START RECORD EXCERPTS

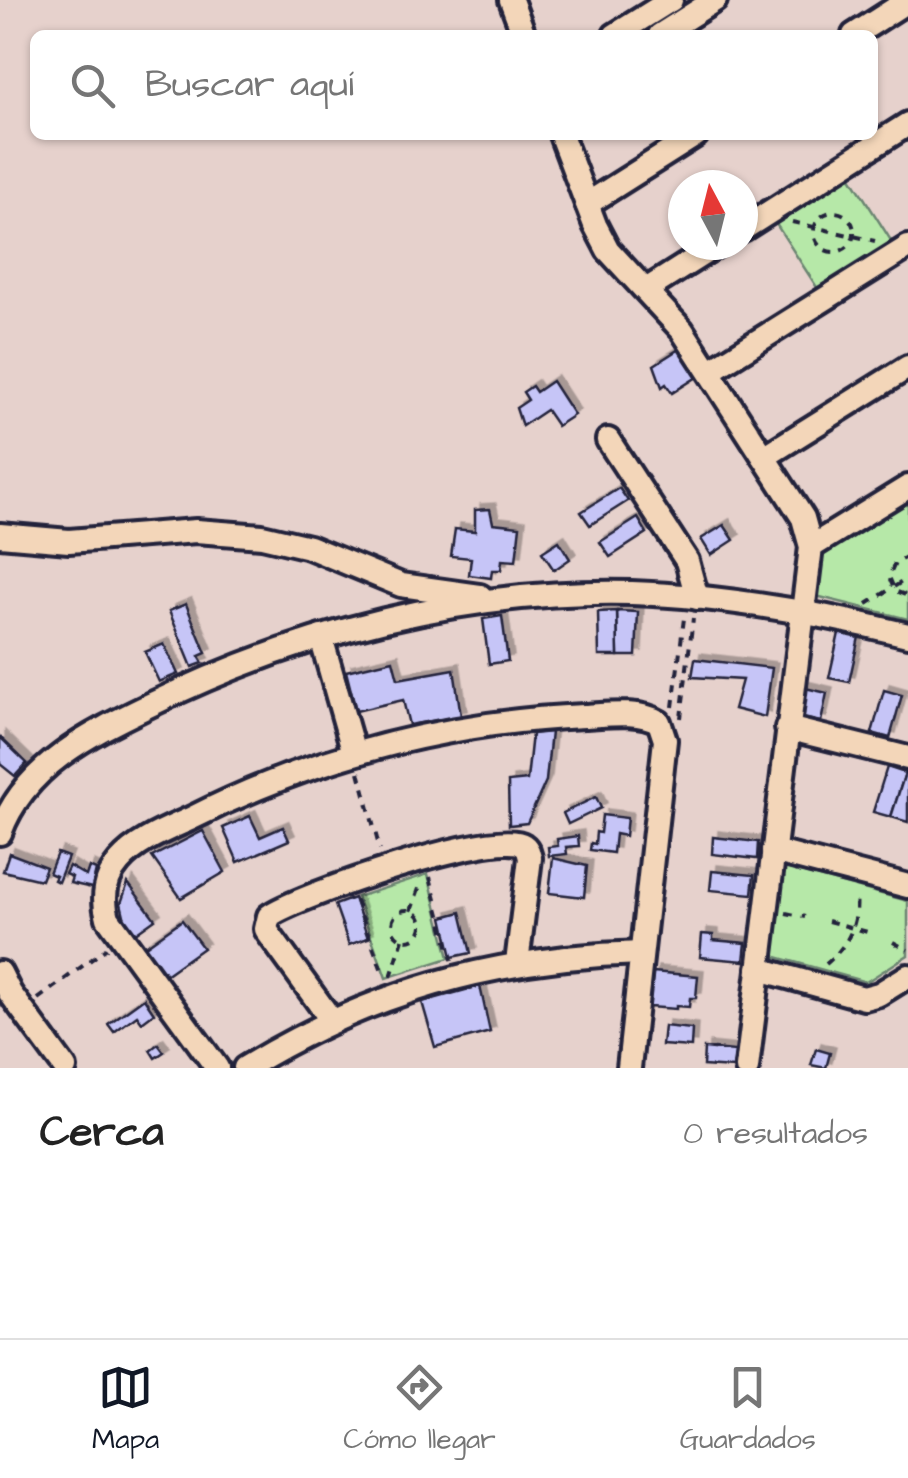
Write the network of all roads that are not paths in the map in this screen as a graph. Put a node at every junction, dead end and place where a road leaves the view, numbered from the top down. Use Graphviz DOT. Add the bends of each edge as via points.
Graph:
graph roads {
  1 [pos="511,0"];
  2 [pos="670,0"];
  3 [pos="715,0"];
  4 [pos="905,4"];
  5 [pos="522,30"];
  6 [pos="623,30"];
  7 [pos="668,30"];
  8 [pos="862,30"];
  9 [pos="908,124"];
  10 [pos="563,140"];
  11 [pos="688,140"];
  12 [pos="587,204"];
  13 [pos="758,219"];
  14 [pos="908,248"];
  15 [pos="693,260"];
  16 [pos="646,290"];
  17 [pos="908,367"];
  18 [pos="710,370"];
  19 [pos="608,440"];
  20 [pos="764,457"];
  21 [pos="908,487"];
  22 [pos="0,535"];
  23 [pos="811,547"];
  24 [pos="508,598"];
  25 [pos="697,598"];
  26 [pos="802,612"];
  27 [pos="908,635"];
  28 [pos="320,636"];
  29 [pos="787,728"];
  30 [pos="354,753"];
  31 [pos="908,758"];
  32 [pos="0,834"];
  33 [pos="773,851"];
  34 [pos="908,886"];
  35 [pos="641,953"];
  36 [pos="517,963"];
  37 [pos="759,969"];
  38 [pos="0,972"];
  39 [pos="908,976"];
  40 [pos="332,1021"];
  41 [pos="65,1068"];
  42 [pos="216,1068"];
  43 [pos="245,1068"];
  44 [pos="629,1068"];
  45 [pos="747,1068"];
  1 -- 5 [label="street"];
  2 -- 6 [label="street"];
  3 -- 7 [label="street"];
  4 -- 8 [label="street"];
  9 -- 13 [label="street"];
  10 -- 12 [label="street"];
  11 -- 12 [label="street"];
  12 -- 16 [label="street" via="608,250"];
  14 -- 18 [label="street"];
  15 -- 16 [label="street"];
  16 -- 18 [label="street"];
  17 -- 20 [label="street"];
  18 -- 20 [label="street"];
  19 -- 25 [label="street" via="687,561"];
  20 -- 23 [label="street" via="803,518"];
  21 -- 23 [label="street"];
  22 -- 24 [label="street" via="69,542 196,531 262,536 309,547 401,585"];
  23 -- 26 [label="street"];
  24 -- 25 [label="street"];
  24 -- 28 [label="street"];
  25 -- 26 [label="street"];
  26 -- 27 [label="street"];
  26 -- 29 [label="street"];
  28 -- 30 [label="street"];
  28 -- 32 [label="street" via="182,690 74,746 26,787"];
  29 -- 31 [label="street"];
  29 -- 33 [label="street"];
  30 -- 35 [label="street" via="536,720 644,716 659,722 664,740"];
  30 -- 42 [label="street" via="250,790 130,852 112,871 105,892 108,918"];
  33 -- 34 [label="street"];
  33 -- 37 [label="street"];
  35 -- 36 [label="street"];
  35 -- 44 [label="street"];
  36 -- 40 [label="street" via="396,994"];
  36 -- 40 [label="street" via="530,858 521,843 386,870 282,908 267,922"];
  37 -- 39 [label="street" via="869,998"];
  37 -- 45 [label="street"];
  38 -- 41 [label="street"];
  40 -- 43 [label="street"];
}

END RECORD EXCERPTS
START RECORD EXCERPTS

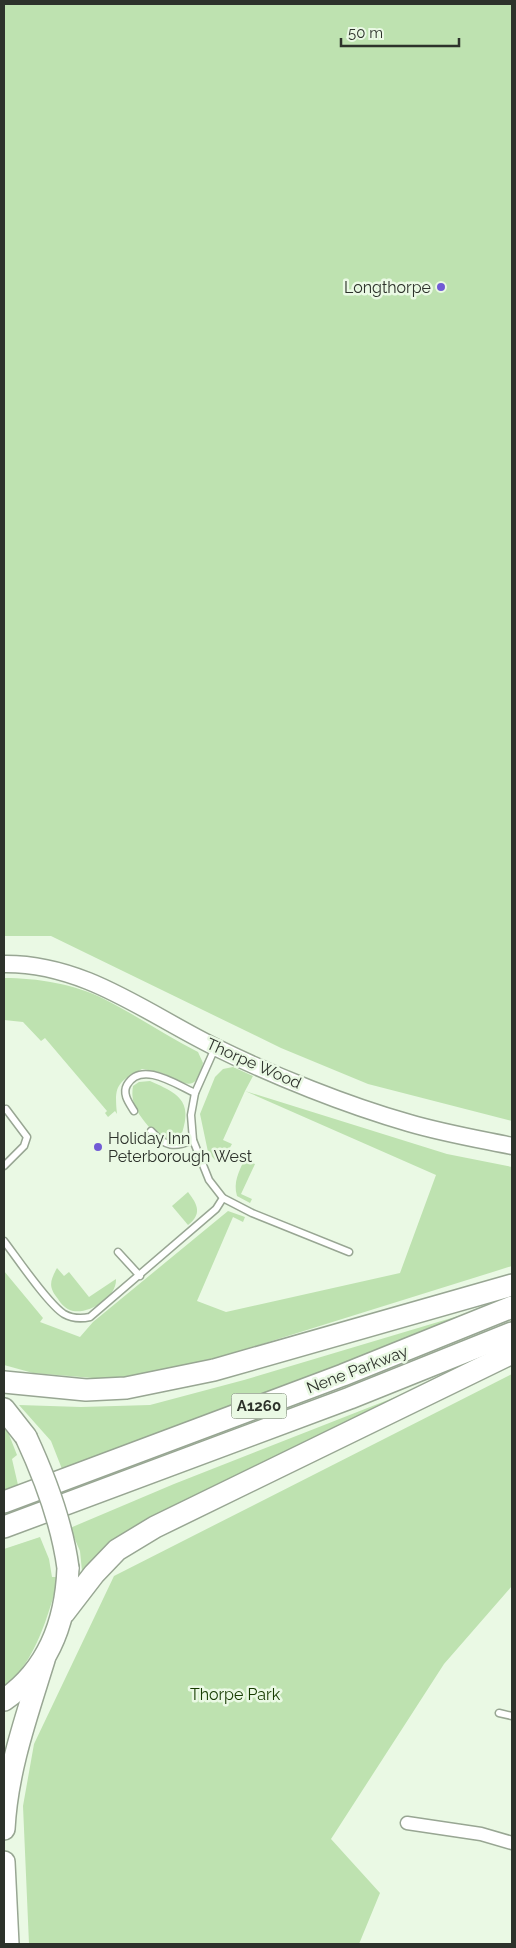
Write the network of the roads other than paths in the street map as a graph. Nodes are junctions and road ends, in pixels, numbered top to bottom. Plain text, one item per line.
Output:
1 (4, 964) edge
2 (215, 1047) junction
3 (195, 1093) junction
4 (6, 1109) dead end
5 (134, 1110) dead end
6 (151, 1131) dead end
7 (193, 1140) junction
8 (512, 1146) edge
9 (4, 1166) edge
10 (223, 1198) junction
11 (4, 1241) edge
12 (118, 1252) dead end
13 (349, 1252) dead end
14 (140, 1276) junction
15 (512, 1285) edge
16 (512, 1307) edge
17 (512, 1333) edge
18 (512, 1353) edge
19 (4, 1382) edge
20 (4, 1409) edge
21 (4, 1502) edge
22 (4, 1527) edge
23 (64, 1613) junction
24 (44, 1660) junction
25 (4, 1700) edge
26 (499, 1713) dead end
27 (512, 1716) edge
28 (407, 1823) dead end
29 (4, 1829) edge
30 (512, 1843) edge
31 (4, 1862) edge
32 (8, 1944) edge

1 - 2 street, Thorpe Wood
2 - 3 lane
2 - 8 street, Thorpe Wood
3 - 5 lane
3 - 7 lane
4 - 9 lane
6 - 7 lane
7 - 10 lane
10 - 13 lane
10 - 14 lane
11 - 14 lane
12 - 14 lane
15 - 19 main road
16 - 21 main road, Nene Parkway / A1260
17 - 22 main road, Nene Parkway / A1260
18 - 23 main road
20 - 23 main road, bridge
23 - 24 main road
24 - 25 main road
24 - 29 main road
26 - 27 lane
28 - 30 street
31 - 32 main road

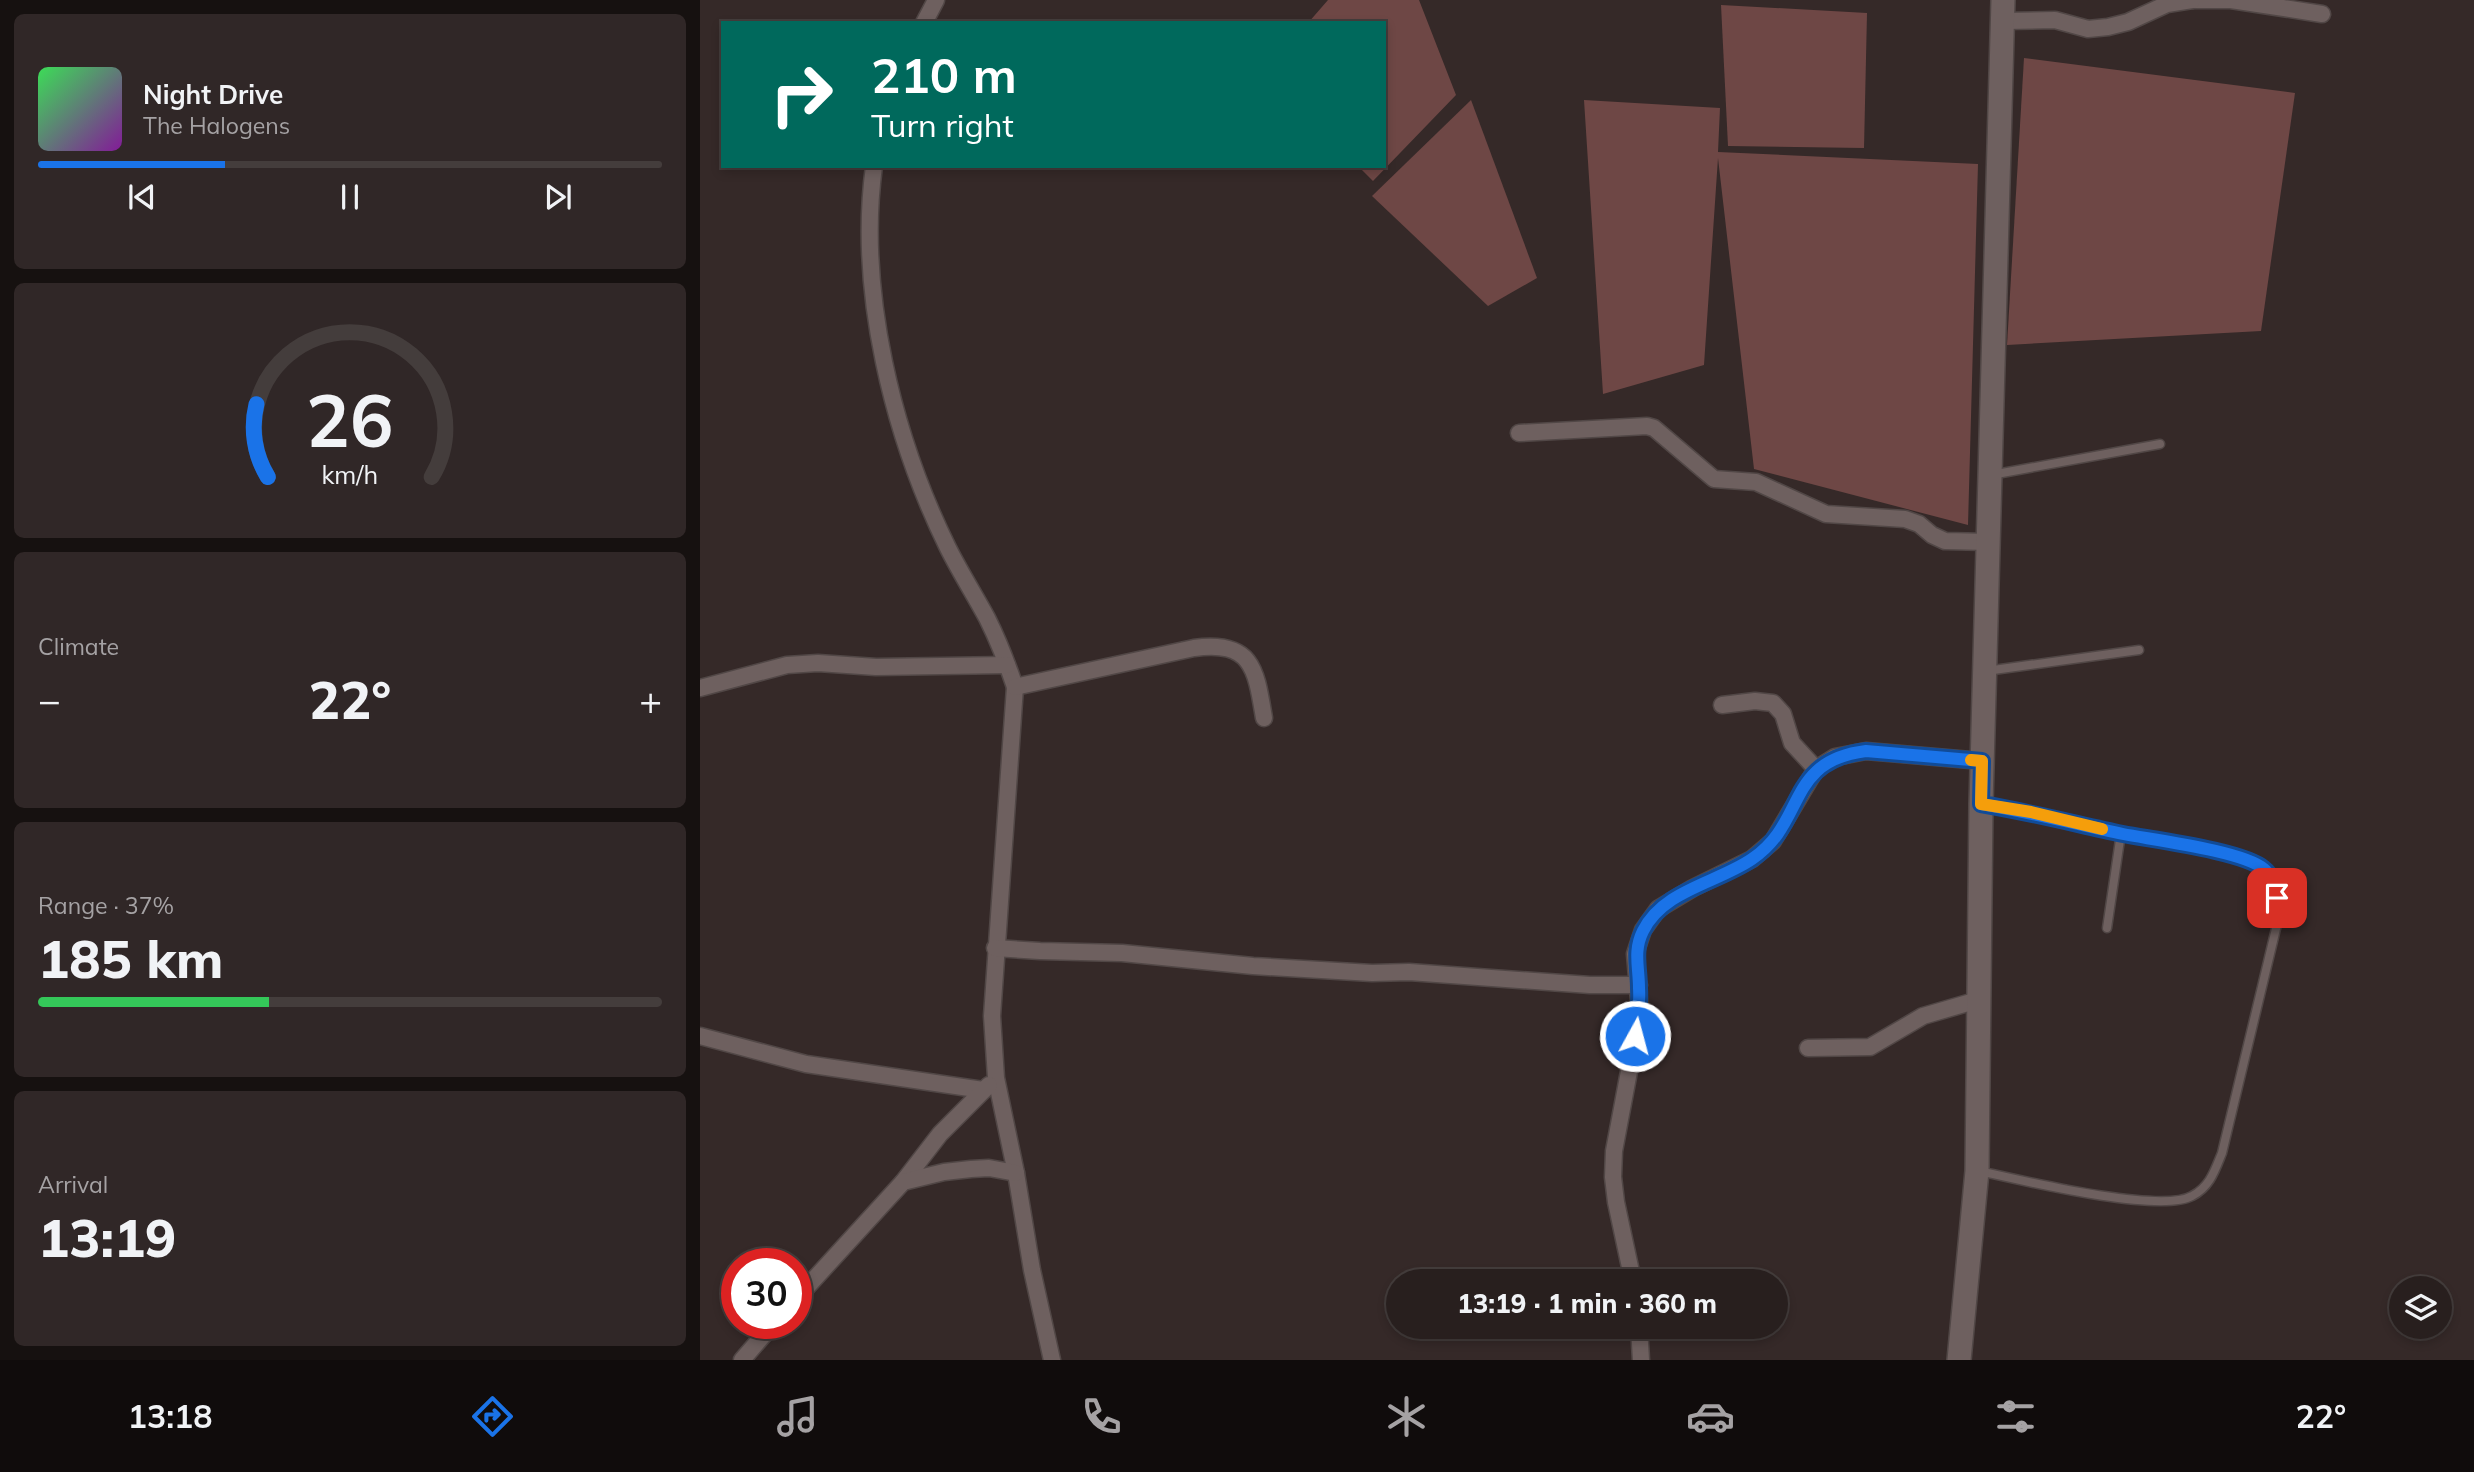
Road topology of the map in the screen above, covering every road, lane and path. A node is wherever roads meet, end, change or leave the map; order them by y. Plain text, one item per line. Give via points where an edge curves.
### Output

END RECORD EXCERPTS

Looking through the entries, count the lines that hold the word "screen" and state that count alone.

__OUTPUT FOR THIS EXERCISE__
2